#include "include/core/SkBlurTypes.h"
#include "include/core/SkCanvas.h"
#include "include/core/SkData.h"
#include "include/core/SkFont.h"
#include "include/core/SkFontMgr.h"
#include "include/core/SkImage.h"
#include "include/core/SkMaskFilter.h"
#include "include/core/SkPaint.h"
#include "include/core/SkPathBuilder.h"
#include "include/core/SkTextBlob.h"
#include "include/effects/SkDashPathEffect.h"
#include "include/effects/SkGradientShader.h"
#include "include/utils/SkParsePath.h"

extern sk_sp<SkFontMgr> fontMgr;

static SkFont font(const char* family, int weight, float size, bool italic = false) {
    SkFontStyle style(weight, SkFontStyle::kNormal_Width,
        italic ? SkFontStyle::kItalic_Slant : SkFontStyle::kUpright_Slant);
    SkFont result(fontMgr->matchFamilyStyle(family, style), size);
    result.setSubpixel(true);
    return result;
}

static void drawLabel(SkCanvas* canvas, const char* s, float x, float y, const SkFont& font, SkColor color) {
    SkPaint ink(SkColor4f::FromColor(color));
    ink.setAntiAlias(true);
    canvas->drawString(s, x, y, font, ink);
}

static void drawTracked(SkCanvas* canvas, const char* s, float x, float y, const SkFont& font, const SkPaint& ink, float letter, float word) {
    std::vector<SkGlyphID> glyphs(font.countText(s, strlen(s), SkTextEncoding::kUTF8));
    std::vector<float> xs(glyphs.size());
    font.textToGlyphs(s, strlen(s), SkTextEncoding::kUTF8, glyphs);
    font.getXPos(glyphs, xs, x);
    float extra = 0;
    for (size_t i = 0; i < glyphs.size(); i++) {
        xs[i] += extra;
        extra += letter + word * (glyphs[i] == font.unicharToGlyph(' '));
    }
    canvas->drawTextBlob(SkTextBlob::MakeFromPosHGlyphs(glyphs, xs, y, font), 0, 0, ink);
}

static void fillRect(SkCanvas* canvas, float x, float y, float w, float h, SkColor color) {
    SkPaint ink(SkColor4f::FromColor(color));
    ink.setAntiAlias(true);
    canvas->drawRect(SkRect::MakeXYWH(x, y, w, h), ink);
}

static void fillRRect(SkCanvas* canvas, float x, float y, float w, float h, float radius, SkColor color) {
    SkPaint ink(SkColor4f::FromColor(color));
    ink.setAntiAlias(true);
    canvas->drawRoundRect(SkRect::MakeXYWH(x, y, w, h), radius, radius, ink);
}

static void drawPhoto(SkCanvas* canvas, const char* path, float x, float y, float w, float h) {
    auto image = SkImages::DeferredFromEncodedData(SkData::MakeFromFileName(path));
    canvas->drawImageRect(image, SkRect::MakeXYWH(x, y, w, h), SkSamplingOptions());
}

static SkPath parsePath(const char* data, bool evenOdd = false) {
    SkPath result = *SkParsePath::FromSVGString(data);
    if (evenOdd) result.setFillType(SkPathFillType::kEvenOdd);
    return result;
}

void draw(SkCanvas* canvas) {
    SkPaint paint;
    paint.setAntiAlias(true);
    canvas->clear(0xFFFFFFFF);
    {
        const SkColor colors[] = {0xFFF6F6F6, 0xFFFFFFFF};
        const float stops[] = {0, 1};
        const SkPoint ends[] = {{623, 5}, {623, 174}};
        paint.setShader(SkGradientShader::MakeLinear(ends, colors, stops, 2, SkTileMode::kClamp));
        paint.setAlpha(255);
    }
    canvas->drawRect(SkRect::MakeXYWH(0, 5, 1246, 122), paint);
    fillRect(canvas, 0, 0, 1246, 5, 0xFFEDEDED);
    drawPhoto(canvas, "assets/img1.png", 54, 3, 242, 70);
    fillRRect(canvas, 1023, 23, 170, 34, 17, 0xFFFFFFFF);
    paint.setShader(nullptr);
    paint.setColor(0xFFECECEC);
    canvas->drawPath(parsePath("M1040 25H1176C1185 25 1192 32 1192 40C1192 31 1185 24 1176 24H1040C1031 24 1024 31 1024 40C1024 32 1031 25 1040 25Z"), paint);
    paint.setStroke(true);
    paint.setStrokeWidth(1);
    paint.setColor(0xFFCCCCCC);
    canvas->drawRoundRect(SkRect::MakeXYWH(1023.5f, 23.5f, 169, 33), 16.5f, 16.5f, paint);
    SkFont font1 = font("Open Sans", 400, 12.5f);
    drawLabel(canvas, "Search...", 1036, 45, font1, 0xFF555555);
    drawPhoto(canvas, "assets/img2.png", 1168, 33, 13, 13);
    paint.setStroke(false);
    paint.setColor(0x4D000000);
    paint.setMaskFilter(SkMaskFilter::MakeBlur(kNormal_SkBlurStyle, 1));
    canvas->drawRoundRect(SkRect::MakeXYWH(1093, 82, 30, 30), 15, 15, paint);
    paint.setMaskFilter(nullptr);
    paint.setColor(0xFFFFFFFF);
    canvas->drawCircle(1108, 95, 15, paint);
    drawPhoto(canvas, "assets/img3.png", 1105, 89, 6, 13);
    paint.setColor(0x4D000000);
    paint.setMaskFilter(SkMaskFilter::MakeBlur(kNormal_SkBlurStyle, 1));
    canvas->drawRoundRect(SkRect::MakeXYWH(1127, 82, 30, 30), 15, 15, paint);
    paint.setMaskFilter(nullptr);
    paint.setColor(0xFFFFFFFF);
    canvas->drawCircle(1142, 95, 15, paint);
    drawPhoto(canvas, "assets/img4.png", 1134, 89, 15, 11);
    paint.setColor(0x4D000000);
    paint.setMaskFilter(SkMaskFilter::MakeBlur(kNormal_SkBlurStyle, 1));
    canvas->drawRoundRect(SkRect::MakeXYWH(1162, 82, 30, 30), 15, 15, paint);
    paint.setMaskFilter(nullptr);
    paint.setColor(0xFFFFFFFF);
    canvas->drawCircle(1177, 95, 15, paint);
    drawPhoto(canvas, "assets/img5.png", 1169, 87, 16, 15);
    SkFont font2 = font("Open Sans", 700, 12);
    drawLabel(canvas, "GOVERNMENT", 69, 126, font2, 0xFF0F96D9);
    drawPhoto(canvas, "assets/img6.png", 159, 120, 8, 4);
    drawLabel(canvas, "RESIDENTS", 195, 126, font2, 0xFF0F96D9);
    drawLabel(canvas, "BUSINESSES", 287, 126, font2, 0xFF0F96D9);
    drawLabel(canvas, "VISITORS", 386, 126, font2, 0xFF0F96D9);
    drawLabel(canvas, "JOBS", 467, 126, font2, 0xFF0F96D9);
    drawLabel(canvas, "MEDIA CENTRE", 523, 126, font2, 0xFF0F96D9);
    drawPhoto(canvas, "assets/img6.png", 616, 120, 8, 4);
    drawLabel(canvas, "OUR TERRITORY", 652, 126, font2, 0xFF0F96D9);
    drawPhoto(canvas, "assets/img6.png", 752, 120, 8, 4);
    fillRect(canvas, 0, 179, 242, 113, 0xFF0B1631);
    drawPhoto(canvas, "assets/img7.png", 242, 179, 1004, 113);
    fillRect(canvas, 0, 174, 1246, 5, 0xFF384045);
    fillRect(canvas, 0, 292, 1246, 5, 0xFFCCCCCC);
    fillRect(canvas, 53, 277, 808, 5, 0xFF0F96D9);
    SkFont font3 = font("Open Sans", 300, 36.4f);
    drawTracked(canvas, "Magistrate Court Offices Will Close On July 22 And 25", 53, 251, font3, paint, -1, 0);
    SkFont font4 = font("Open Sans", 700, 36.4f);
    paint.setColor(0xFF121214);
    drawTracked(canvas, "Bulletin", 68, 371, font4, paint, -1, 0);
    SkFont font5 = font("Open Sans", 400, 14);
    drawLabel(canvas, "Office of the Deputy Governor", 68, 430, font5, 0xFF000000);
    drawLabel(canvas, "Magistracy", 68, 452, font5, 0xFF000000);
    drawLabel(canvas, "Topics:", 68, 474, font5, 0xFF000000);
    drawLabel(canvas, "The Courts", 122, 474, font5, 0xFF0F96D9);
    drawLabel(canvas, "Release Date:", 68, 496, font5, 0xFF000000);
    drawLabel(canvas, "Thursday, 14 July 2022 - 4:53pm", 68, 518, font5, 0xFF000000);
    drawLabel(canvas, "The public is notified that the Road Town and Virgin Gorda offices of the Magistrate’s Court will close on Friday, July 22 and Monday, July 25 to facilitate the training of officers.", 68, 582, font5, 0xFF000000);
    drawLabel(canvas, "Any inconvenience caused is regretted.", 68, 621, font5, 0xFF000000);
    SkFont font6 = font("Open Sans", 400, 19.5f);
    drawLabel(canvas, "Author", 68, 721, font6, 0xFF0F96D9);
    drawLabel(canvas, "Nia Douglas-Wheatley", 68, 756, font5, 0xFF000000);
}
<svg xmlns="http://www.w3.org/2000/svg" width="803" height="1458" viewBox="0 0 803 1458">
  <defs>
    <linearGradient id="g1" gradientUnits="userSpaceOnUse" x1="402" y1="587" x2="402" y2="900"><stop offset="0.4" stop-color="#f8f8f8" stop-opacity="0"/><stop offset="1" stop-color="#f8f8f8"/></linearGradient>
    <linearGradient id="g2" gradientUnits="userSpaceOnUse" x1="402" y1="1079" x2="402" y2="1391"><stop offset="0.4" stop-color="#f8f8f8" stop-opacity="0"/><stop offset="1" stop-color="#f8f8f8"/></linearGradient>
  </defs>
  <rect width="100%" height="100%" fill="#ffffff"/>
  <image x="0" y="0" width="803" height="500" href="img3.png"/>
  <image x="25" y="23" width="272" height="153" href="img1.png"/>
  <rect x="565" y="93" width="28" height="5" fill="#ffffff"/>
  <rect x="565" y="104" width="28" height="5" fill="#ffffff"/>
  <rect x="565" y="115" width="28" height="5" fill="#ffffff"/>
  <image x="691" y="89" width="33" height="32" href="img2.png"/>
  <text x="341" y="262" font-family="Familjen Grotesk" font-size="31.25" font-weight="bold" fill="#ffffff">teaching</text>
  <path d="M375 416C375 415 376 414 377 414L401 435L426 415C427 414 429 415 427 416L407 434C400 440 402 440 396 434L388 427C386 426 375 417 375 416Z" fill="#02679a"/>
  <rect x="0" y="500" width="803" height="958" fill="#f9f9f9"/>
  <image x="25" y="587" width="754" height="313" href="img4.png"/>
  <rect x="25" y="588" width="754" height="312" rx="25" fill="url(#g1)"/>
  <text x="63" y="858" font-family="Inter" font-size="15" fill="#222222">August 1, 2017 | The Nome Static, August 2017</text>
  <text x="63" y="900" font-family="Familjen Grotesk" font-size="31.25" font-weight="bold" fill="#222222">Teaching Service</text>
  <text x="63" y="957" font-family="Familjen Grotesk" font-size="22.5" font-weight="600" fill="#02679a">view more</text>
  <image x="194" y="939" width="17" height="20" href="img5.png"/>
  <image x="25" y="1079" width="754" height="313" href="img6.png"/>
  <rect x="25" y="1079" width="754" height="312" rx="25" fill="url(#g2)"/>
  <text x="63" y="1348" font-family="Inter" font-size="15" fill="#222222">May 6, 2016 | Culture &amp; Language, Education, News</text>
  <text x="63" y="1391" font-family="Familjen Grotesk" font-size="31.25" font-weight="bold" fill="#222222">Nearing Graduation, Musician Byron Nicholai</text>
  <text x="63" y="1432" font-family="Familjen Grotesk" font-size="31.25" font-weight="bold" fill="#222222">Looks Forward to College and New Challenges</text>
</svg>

WORK INSTRUCTION:
Provide only the number of lines above that contain the word "SkTextEncoding".

SOLUTION TO THIS EXERCISE:
2